What the task asks:
Please reproduce the entries that follow without a single difference.

Body or hand keypoint data:
::::

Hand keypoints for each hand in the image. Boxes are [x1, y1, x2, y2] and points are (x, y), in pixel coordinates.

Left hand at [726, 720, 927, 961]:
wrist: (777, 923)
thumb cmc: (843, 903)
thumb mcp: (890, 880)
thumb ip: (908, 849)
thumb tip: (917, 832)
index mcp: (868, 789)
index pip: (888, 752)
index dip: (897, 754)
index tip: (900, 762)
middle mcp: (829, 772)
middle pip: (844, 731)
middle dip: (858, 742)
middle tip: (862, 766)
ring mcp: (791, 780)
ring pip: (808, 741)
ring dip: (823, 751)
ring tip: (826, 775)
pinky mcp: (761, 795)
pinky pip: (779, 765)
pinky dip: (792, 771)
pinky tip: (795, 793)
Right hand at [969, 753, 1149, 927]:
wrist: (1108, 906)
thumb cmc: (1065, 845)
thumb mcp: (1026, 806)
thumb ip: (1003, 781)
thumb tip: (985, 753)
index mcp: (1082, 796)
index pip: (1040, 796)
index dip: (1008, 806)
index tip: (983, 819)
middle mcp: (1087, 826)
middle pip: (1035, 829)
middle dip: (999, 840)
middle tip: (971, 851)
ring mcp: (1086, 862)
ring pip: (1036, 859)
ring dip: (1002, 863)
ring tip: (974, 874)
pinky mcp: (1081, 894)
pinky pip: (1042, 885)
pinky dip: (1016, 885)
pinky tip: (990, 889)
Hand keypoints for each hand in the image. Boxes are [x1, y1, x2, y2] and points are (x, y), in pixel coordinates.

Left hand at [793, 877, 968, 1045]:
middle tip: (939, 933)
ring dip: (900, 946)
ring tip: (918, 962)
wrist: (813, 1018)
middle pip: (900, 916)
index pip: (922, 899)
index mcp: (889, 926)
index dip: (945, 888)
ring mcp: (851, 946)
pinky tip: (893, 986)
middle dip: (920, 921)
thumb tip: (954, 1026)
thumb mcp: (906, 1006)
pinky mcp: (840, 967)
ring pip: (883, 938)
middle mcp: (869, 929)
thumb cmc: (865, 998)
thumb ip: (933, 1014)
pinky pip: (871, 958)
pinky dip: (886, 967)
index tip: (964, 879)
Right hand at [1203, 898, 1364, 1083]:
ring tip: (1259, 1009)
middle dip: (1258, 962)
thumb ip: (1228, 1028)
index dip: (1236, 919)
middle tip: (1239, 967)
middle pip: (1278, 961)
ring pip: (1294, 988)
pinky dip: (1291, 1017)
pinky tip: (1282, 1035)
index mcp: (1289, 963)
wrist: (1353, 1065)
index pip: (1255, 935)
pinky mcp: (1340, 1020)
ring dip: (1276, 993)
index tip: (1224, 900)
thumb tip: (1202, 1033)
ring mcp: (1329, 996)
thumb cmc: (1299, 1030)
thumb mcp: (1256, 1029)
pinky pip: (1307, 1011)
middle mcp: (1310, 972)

::::

Exercise output:
Hand keypoints for each hand in the image. Boxes are [x1, y1, x2, y2] and points are (x, y), in pixel coordinates.

Left hand at [726, 720, 927, 961]:
wrist: (777, 923)
thumb cmc: (843, 903)
thumb mcp: (890, 880)
thumb ip: (908, 849)
thumb tip: (917, 832)
index mcp: (868, 789)
index pip: (888, 752)
index dip: (897, 754)
index tip: (900, 762)
middle mcp: (829, 772)
middle pip: (844, 731)
middle dip: (858, 742)
middle tip: (862, 766)
ring mcp: (791, 780)
ring pip: (808, 741)
ring dip: (823, 751)
ring tip: (826, 775)
pinky mcp: (761, 795)
pinky pip: (779, 765)
pinky dip: (792, 771)
pinky tip: (795, 793)
Right hand at [969, 753, 1149, 927]:
wrist: (1108, 906)
thumb cmc: (1065, 845)
thumb mcp: (1026, 806)
thumb ip: (1003, 781)
thumb tip: (985, 753)
index mcp: (1082, 796)
index pip: (1040, 796)
index dip: (1008, 806)
index tip: (983, 819)
middle mcp: (1087, 826)
middle pip: (1035, 829)
middle dip: (999, 840)
middle tip: (971, 851)
ring mcp: (1086, 862)
ring pip: (1036, 859)
ring dip: (1002, 863)
ring tip: (974, 874)
pinky mcp: (1081, 894)
pinky pip: (1042, 885)
pinky dip: (1016, 885)
pinky tip: (990, 889)
Hand keypoints for each hand in the image. Boxes are [x1, y1, x2, y2] and points are (x, y), in pixel coordinates.

Left hand at [793, 877, 968, 1045]:
middle tip: (939, 933)
ring dip: (900, 946)
ring tip: (918, 962)
wrist: (813, 1018)
middle pip: (900, 916)
index pip: (922, 899)
index mcp: (889, 926)
index dip: (945, 888)
ring mcp: (851, 946)
pinky tip: (893, 986)
middle dip: (920, 921)
thumb tip: (954, 1026)
thumb mcp: (906, 1006)
pinky mcp: (840, 967)
ring pip: (883, 938)
middle mcp: (869, 929)
thumb cmc: (865, 998)
thumb ip: (933, 1014)
pinky pip: (871, 958)
pinky dip: (886, 967)
index tip: (964, 879)
Right hand at [1203, 898, 1364, 1083]:
ring tip: (1259, 1009)
middle dip: (1258, 962)
thumb ip: (1228, 1028)
index dip: (1236, 919)
middle tip: (1239, 967)
middle pip: (1278, 961)
ring pip: (1294, 988)
pinky dip: (1291, 1017)
pinky tip: (1282, 1035)
index mcp: (1289, 963)
wrist: (1353, 1065)
index pip: (1255, 935)
pinky mcp: (1340, 1020)
ring dip: (1276, 993)
index tip: (1224, 900)
thumb tip: (1202, 1033)
ring mcp: (1329, 996)
thumb cmc: (1299, 1030)
thumb mcp: (1256, 1029)
pinky pip: (1307, 1011)
middle mcp: (1310, 972)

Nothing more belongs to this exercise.